## Extracted entries
----

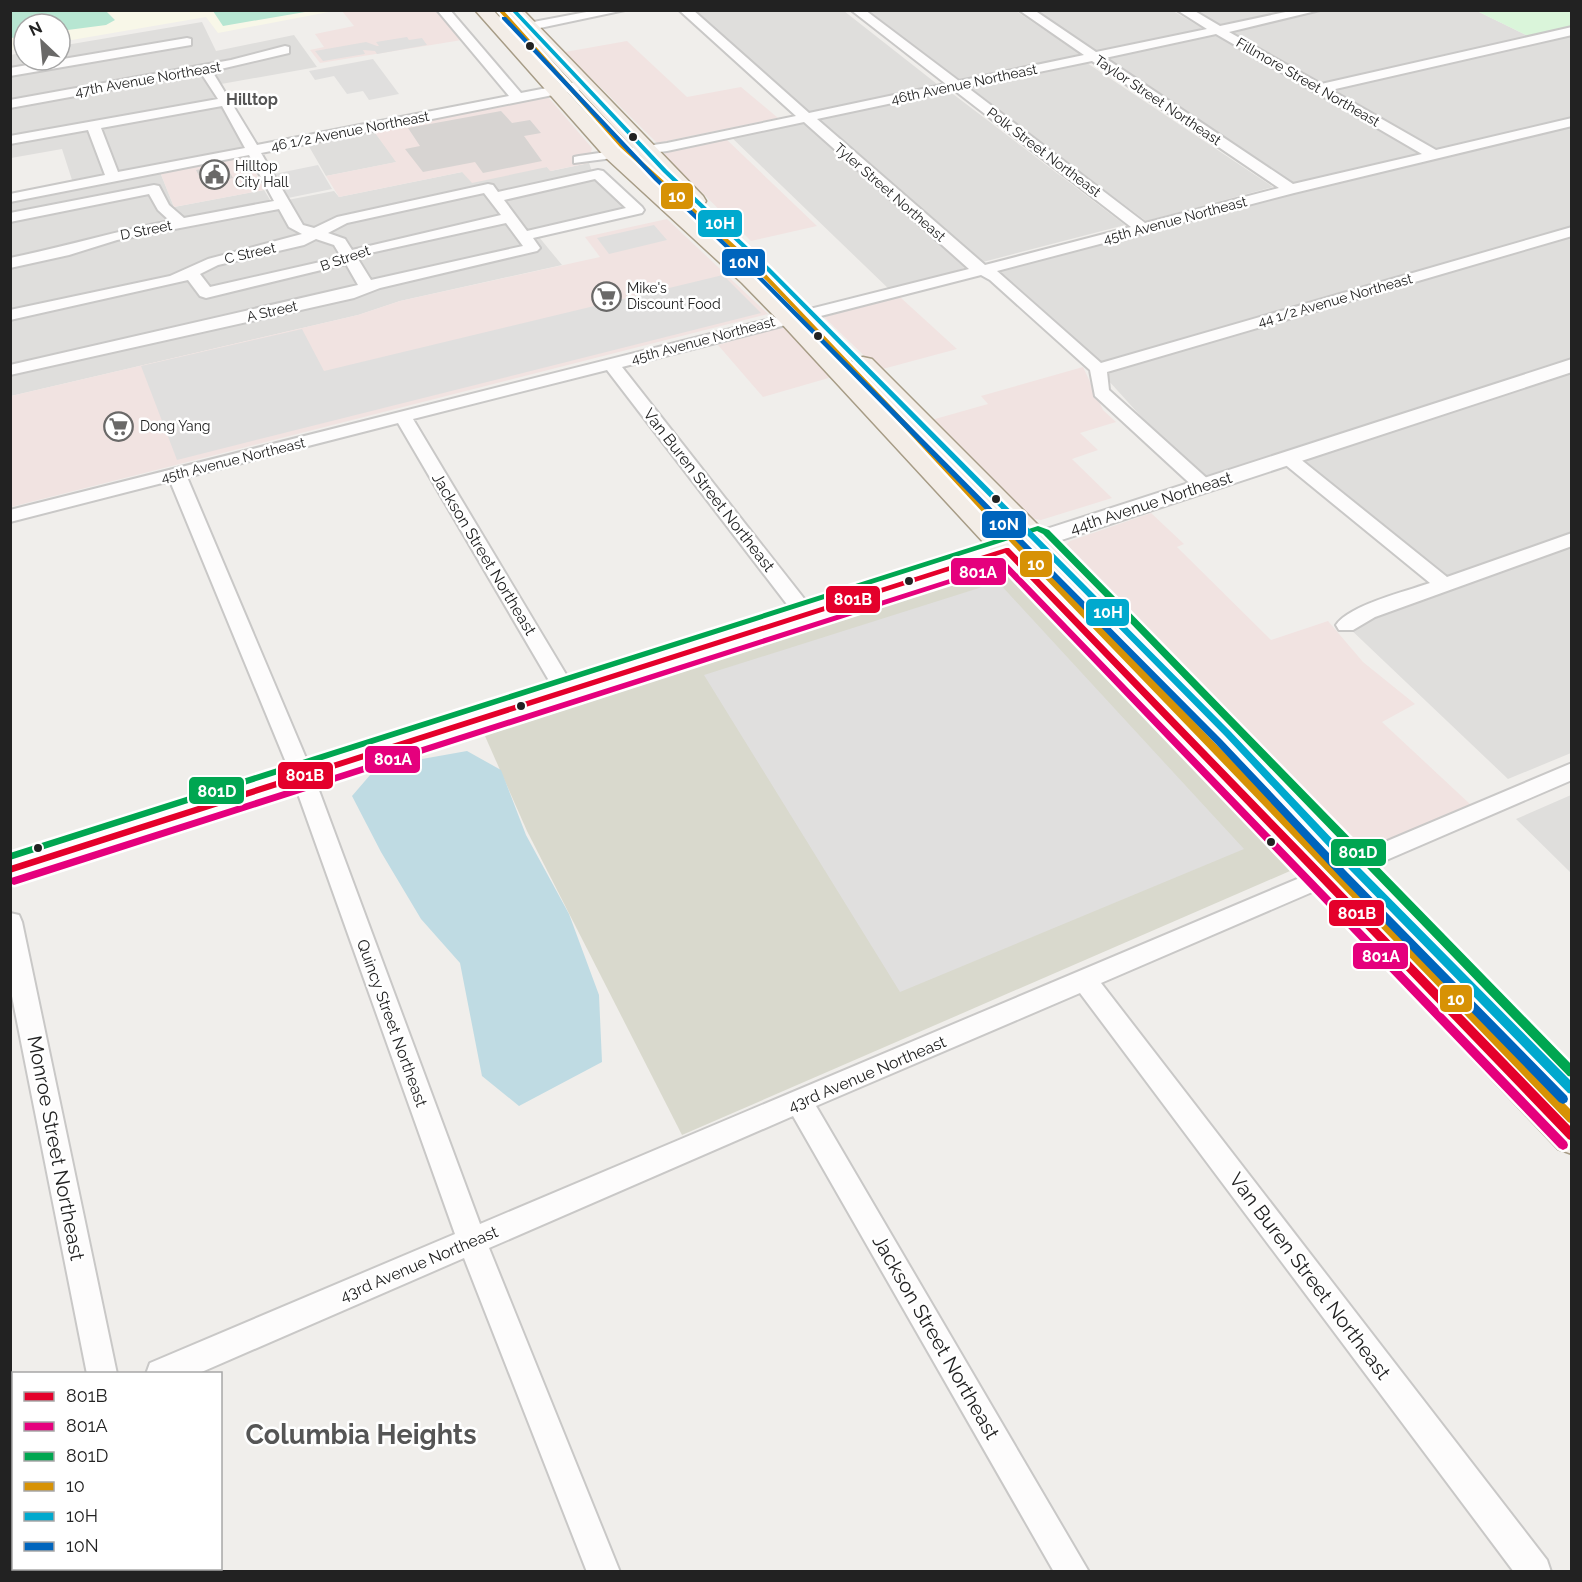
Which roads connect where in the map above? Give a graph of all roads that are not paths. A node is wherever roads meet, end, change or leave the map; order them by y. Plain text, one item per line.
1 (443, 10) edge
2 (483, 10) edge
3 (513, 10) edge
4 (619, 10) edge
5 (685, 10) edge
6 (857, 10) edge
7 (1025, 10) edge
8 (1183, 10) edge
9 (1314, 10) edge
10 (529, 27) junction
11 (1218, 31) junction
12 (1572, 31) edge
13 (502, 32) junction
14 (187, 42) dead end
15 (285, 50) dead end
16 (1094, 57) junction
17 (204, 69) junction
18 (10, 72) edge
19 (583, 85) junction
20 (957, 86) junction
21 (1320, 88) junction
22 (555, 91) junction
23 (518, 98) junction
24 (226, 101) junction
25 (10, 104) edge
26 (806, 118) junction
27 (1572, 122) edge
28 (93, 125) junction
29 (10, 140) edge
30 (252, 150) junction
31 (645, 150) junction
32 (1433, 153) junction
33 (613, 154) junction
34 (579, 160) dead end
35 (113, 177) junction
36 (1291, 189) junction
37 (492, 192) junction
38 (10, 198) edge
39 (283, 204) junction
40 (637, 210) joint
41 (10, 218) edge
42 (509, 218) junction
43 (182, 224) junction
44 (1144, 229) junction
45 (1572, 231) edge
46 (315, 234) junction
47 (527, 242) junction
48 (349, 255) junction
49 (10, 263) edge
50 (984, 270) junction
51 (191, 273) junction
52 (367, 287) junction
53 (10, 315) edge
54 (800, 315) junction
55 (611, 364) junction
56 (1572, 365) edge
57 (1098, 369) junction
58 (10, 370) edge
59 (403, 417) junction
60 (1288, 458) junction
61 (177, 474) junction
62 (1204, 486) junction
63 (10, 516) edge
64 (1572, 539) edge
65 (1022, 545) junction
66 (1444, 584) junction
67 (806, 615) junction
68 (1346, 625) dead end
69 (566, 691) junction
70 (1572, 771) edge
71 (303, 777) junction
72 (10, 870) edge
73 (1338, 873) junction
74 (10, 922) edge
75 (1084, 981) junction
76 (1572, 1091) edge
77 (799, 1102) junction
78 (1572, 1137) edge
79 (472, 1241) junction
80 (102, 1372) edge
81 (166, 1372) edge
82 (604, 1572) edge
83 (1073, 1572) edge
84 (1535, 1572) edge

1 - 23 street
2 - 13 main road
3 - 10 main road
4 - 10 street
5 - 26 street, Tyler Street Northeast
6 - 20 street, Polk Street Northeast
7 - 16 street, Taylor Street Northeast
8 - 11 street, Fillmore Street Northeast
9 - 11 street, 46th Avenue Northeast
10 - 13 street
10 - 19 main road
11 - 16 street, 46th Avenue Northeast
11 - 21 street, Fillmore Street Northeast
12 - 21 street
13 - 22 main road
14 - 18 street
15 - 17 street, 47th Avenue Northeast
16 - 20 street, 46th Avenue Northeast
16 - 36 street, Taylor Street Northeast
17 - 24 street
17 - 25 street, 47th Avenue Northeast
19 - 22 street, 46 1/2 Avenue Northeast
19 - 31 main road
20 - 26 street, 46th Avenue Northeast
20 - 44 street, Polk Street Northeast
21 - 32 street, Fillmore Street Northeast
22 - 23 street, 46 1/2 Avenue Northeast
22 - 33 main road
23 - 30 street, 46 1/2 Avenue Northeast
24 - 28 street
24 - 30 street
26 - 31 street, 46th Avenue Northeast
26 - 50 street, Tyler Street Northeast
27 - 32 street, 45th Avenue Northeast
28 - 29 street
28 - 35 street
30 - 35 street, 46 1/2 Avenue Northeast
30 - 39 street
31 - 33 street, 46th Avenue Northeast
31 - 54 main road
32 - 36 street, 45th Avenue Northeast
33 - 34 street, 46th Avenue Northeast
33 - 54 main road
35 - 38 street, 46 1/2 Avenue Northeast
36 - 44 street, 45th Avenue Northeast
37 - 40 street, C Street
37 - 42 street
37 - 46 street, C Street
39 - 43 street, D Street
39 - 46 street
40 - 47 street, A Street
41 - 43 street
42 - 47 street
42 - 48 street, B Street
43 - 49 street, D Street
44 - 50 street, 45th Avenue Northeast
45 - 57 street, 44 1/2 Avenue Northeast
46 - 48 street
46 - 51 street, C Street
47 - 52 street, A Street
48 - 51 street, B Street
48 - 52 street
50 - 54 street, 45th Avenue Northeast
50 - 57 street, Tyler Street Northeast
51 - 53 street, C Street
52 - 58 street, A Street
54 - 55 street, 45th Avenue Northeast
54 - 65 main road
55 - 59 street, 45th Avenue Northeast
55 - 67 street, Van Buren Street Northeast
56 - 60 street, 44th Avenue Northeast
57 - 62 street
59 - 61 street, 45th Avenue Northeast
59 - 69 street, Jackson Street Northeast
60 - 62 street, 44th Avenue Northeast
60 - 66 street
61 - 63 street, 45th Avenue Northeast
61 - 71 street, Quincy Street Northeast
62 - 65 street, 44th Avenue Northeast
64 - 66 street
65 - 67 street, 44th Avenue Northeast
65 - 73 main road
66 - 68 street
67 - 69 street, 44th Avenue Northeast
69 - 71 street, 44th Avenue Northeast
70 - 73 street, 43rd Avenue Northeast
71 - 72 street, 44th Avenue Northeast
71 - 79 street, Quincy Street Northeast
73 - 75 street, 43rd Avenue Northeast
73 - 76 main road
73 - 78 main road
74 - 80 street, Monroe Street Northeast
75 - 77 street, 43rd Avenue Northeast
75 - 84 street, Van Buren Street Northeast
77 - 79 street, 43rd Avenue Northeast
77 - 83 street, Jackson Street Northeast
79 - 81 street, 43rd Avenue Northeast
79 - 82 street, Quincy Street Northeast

----

## What you have to do
Copy every line of the listing above exactly. Leave each picture out.

## Task response
Which roads connect where in the map above? Give a graph of all roads that are not paths. A node is wherever roads meet, end, change or leave the map; order them by y. Plain text, one item per line.
1 (443, 10) edge
2 (483, 10) edge
3 (513, 10) edge
4 (619, 10) edge
5 (685, 10) edge
6 (857, 10) edge
7 (1025, 10) edge
8 (1183, 10) edge
9 (1314, 10) edge
10 (529, 27) junction
11 (1218, 31) junction
12 (1572, 31) edge
13 (502, 32) junction
14 (187, 42) dead end
15 (285, 50) dead end
16 (1094, 57) junction
17 (204, 69) junction
18 (10, 72) edge
19 (583, 85) junction
20 (957, 86) junction
21 (1320, 88) junction
22 (555, 91) junction
23 (518, 98) junction
24 (226, 101) junction
25 (10, 104) edge
26 (806, 118) junction
27 (1572, 122) edge
28 (93, 125) junction
29 (10, 140) edge
30 (252, 150) junction
31 (645, 150) junction
32 (1433, 153) junction
33 (613, 154) junction
34 (579, 160) dead end
35 (113, 177) junction
36 (1291, 189) junction
37 (492, 192) junction
38 (10, 198) edge
39 (283, 204) junction
40 (637, 210) joint
41 (10, 218) edge
42 (509, 218) junction
43 (182, 224) junction
44 (1144, 229) junction
45 (1572, 231) edge
46 (315, 234) junction
47 (527, 242) junction
48 (349, 255) junction
49 (10, 263) edge
50 (984, 270) junction
51 (191, 273) junction
52 (367, 287) junction
53 (10, 315) edge
54 (800, 315) junction
55 (611, 364) junction
56 (1572, 365) edge
57 (1098, 369) junction
58 (10, 370) edge
59 (403, 417) junction
60 (1288, 458) junction
61 (177, 474) junction
62 (1204, 486) junction
63 (10, 516) edge
64 (1572, 539) edge
65 (1022, 545) junction
66 (1444, 584) junction
67 (806, 615) junction
68 (1346, 625) dead end
69 (566, 691) junction
70 (1572, 771) edge
71 (303, 777) junction
72 (10, 870) edge
73 (1338, 873) junction
74 (10, 922) edge
75 (1084, 981) junction
76 (1572, 1091) edge
77 (799, 1102) junction
78 (1572, 1137) edge
79 (472, 1241) junction
80 (102, 1372) edge
81 (166, 1372) edge
82 (604, 1572) edge
83 (1073, 1572) edge
84 (1535, 1572) edge

1 - 23 street
2 - 13 main road
3 - 10 main road
4 - 10 street
5 - 26 street, Tyler Street Northeast
6 - 20 street, Polk Street Northeast
7 - 16 street, Taylor Street Northeast
8 - 11 street, Fillmore Street Northeast
9 - 11 street, 46th Avenue Northeast
10 - 13 street
10 - 19 main road
11 - 16 street, 46th Avenue Northeast
11 - 21 street, Fillmore Street Northeast
12 - 21 street
13 - 22 main road
14 - 18 street
15 - 17 street, 47th Avenue Northeast
16 - 20 street, 46th Avenue Northeast
16 - 36 street, Taylor Street Northeast
17 - 24 street
17 - 25 street, 47th Avenue Northeast
19 - 22 street, 46 1/2 Avenue Northeast
19 - 31 main road
20 - 26 street, 46th Avenue Northeast
20 - 44 street, Polk Street Northeast
21 - 32 street, Fillmore Street Northeast
22 - 23 street, 46 1/2 Avenue Northeast
22 - 33 main road
23 - 30 street, 46 1/2 Avenue Northeast
24 - 28 street
24 - 30 street
26 - 31 street, 46th Avenue Northeast
26 - 50 street, Tyler Street Northeast
27 - 32 street, 45th Avenue Northeast
28 - 29 street
28 - 35 street
30 - 35 street, 46 1/2 Avenue Northeast
30 - 39 street
31 - 33 street, 46th Avenue Northeast
31 - 54 main road
32 - 36 street, 45th Avenue Northeast
33 - 34 street, 46th Avenue Northeast
33 - 54 main road
35 - 38 street, 46 1/2 Avenue Northeast
36 - 44 street, 45th Avenue Northeast
37 - 40 street, C Street
37 - 42 street
37 - 46 street, C Street
39 - 43 street, D Street
39 - 46 street
40 - 47 street, A Street
41 - 43 street
42 - 47 street
42 - 48 street, B Street
43 - 49 street, D Street
44 - 50 street, 45th Avenue Northeast
45 - 57 street, 44 1/2 Avenue Northeast
46 - 48 street
46 - 51 street, C Street
47 - 52 street, A Street
48 - 51 street, B Street
48 - 52 street
50 - 54 street, 45th Avenue Northeast
50 - 57 street, Tyler Street Northeast
51 - 53 street, C Street
52 - 58 street, A Street
54 - 55 street, 45th Avenue Northeast
54 - 65 main road
55 - 59 street, 45th Avenue Northeast
55 - 67 street, Van Buren Street Northeast
56 - 60 street, 44th Avenue Northeast
57 - 62 street
59 - 61 street, 45th Avenue Northeast
59 - 69 street, Jackson Street Northeast
60 - 62 street, 44th Avenue Northeast
60 - 66 street
61 - 63 street, 45th Avenue Northeast
61 - 71 street, Quincy Street Northeast
62 - 65 street, 44th Avenue Northeast
64 - 66 street
65 - 67 street, 44th Avenue Northeast
65 - 73 main road
66 - 68 street
67 - 69 street, 44th Avenue Northeast
69 - 71 street, 44th Avenue Northeast
70 - 73 street, 43rd Avenue Northeast
71 - 72 street, 44th Avenue Northeast
71 - 79 street, Quincy Street Northeast
73 - 75 street, 43rd Avenue Northeast
73 - 76 main road
73 - 78 main road
74 - 80 street, Monroe Street Northeast
75 - 77 street, 43rd Avenue Northeast
75 - 84 street, Van Buren Street Northeast
77 - 79 street, 43rd Avenue Northeast
77 - 83 street, Jackson Street Northeast
79 - 81 street, 43rd Avenue Northeast
79 - 82 street, Quincy Street Northeast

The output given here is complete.